§ TASK TO CARRY OUT
From the records below, copy each line that has the word "where" in it.

───── DATA RECORDS

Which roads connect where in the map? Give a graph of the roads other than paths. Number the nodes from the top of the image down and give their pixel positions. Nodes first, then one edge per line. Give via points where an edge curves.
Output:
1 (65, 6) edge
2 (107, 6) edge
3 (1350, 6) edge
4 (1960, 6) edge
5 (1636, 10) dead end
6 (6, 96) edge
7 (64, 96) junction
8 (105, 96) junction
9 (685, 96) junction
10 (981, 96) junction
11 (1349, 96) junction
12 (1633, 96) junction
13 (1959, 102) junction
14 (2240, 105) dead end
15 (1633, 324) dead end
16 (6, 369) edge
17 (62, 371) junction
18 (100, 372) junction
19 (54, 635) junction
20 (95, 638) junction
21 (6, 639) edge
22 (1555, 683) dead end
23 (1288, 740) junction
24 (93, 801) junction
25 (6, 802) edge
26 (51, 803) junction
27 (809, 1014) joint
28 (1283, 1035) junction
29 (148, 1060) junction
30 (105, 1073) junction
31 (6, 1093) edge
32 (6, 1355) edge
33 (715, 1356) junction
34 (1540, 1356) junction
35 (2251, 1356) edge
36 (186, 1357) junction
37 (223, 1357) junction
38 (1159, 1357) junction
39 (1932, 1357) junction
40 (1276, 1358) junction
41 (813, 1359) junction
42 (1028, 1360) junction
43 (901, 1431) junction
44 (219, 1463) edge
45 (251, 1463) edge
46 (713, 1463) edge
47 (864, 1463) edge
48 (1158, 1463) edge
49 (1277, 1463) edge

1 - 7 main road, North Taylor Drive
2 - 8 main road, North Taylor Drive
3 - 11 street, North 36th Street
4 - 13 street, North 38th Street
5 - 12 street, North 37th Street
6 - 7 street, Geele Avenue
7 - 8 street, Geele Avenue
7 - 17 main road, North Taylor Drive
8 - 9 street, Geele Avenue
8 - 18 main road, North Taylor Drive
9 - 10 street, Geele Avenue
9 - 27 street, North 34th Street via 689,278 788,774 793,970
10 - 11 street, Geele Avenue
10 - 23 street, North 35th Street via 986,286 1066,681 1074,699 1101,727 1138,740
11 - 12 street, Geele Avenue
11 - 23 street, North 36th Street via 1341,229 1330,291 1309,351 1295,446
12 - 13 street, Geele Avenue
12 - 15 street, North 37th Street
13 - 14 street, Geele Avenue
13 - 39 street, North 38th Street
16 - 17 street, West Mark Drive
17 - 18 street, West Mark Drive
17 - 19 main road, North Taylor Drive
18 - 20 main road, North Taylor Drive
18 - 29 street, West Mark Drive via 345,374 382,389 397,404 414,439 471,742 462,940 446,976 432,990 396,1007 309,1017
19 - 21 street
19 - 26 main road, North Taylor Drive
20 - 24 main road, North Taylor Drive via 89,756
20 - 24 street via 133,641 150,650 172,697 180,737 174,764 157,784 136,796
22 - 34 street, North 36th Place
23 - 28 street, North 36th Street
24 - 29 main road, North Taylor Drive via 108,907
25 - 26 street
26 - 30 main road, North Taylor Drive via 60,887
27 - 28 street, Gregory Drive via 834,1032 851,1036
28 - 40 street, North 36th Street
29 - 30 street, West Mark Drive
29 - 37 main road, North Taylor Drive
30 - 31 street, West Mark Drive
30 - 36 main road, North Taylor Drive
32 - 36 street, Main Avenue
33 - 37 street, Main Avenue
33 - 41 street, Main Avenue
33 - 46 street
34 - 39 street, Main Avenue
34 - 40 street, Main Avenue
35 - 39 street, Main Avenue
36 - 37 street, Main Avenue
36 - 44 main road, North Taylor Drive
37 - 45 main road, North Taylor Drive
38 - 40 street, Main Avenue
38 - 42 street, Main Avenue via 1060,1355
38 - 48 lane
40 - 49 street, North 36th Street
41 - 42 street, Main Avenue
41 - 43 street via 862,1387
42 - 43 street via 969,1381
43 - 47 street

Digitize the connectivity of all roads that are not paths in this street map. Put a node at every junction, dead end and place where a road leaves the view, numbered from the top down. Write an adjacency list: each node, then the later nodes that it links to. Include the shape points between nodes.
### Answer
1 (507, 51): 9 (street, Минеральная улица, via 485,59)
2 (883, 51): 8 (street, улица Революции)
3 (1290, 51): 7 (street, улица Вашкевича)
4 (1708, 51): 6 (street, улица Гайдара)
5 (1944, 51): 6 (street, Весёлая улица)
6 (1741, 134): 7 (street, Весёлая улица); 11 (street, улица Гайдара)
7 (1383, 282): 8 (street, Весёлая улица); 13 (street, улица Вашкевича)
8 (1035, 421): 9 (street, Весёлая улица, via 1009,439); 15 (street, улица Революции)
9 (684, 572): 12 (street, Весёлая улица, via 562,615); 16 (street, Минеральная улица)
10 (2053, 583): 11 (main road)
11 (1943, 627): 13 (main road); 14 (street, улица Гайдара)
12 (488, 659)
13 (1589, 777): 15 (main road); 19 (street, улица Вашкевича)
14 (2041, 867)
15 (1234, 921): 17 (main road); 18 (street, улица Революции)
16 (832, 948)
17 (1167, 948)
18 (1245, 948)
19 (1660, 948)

──────────

§ ANSWER BELOW
Which roads connect where in the map? Give a graph of the roads other than paths. Number the nodes from the top of the image down and give their pixel positions. Nodes first, then one edge per line. Give via points where an edge curves.
Digitize the connectivity of all roads that are not paths in this street map. Put a node at every junction, dead end and place where a road leaves the view, numbered from the top down. Write an adjacency list: each node, then the later nodes that it links to. Include the shape points between nodes.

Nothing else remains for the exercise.